Drug price negotiation program of federal govt. may violate its own antitrust laws
Though the federal government is not subject to its antitrust laws, the longstanding economic principles underpinning them
Drug price negotiation program of federal govt. may violate its own antitrust laws
Though the federal government is not subject to its antitrust laws, the longstanding economic principles underpinning them offer insight into why policymakers should reconsider the IRA and why the Supreme Court should review and reconsider the appeals court’s decision.
A recent U.S. Court of Appeals for the Third Circuit ruling upholding the drug price negotiation program of the federal Inflation Reduction Act (IRA) has been appealed to the U.S. Supreme Court, one of the many challenges to the Act’s constitutionality.
Drugmakers are required to sell selected patented drugs to the government by the IRA for its Medicare Parts B & D programs at a stipulated ‘maximum fair price’. If they don’t agree to these prices, they face tax penalties on sales of the drug exceeding their profits from it, or the exclusion of all their drugs from Medicare and Medicaid purchases. This would exclude access to up to 160 million patients, accounting for around 40% of US prescription drug spending or 20% of global prescription drug spending. US government purchases are valued at $200 billion annually.

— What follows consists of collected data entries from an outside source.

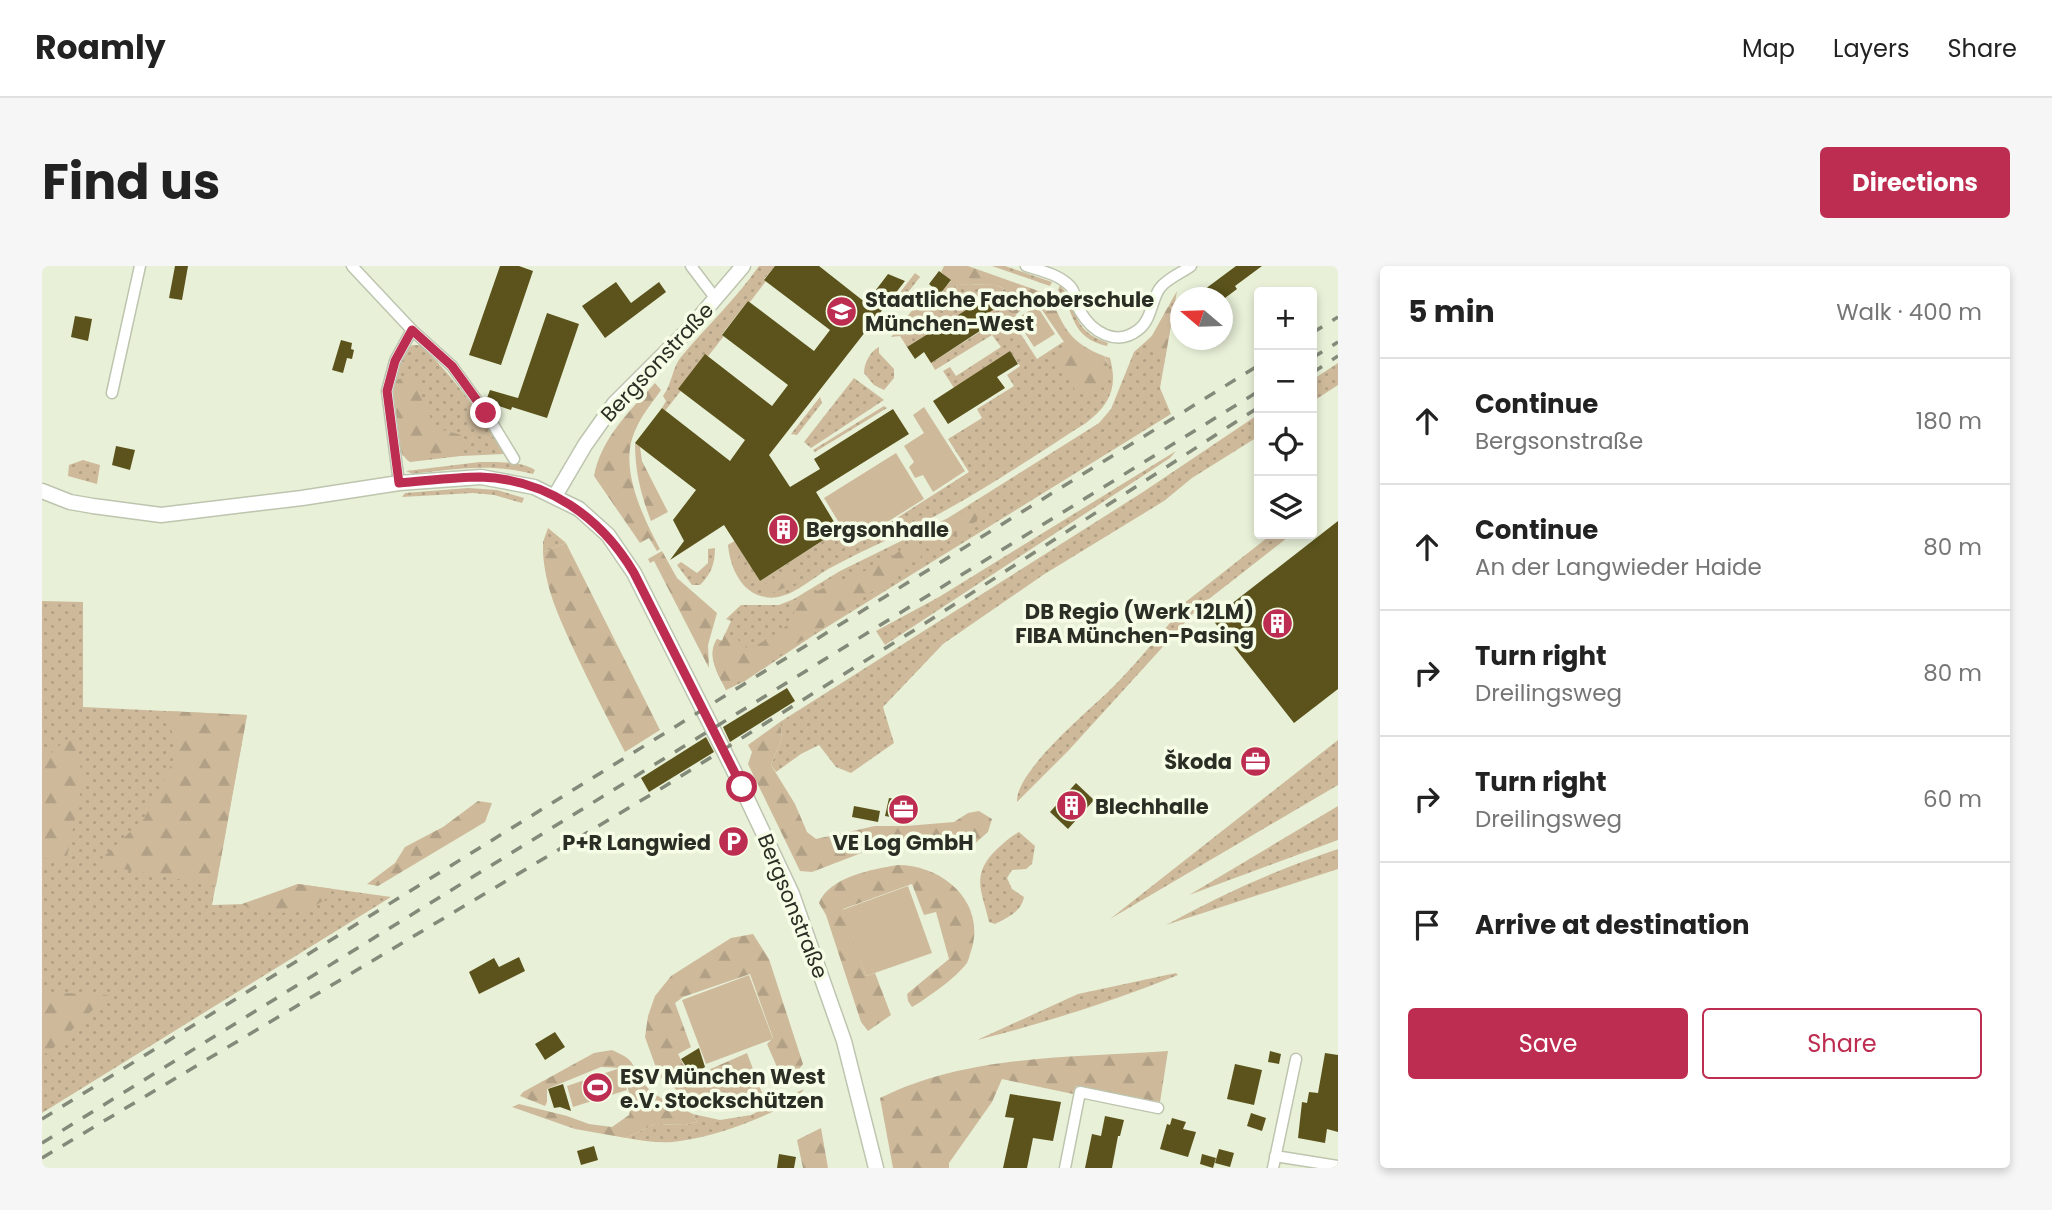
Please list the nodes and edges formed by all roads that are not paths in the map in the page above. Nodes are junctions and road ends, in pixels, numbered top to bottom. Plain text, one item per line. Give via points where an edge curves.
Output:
1 (139, 266) edge
2 (352, 266) edge
3 (691, 266) edge
4 (743, 266) edge
5 (1026, 266) edge
6 (1191, 266) edge
7 (716, 299) junction
8 (412, 330) junction
9 (112, 393) dead end
10 (514, 459) dead end
11 (399, 483) junction
12 (42, 491) edge
13 (555, 496) junction
14 (1296, 1059) dead end
15 (1158, 1108) dead end
16 (1275, 1156) junction
17 (1338, 1166) edge
18 (876, 1168) edge
19 (1065, 1168) edge
20 (1273, 1168) edge

1 - 9 street
2 - 8 street
3 - 7 street
4 - 7 street, Bergsonstraße
5 - 6 street via 1057,276 1073,288 1079,310 1098,332 1114,338 1127,337 1141,328 1160,287
7 - 13 street, Bergsonstraße via 614,404
8 - 10 street via 452,366
8 - 11 street via 395,361 387,391
11 - 12 street via 161,515 70,502
11 - 13 street via 481,477 520,483
13 - 18 street, Bergsonstraße via 597,525 626,560 742,787 792,894 815,957 844,1041
14 - 16 street
15 - 19 street via 1080,1093
16 - 17 street
16 - 20 street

Bristol Myers Squibb (BMS) and Janssen Pharmaceuticals argued that (1) the IRA constitutes an uncompensated taking of their property at below-market rates in violation of the Fifth Amendment, (2) that it compels speech in violation of the First Amendment through requiring them to sign an agreement that they ‘negotiated’ a ‘maximum fair price’ for their drugs, and (3) that it imposes unconstitutional conditions on their participation in the program.
These arguments were rejected by the appeals court majority. The IRA does not unconstitutionally take property since the drugmakers can choose to exclude government purchases even if this would considerably harm their business.
The federal government is given a green light to use its combination of regulatory and market power to reduce the value of private intellectual property to secure lower prices for taxpayers. The harms to IP owners are obvious. Lower drug prices in the short-term do not necessarily mean that American patients or even taxpayers will be better off in the long run—the very reason why the Sherman Act prosecutes the abuse of monopsony power by private buyers.
Monopsony power is market power on the buy-side of the market. This typically results from barriers to entry, including government regulation, that prevent rival businesses from challenging firms that would use their dominant position for anticompetitive ends.
Though the federal government is not subject to its antitrust laws, the longstanding economic principles underpinning them offer insight into why policymakers should reconsider the IRA and why the Supreme Court should review and reconsider the appeals court’s decision.
Drug development is a capital-intensive, high-risk process that is typically funded by profits from the sale of a company’s existing drugs and expected profits from future sales of the new drug. Patent protections provide commercial certainty to investors and drugmakers for researching, discovering, testing and bringing, the next round of cures to market.
Suppressing the price of drugs below market value, or excluding substantial sections of the market, is likely to chill investment in developing new drugs. New drugs, especially those targeting lifestyle illnesses, play a significant role in reducing future hospitalizations. Lifestyle illnesses disproportionately drive healthcare costs, and hospitalizations strain healthcare budgets far more than drugs. So, besides potentially denying Americans access to high-demand future drugs, it’s also unclear that Medicare and Medicaid beneficiaries and American taxpayers would benefit in the long run from paying less for patented medicines under the IRA.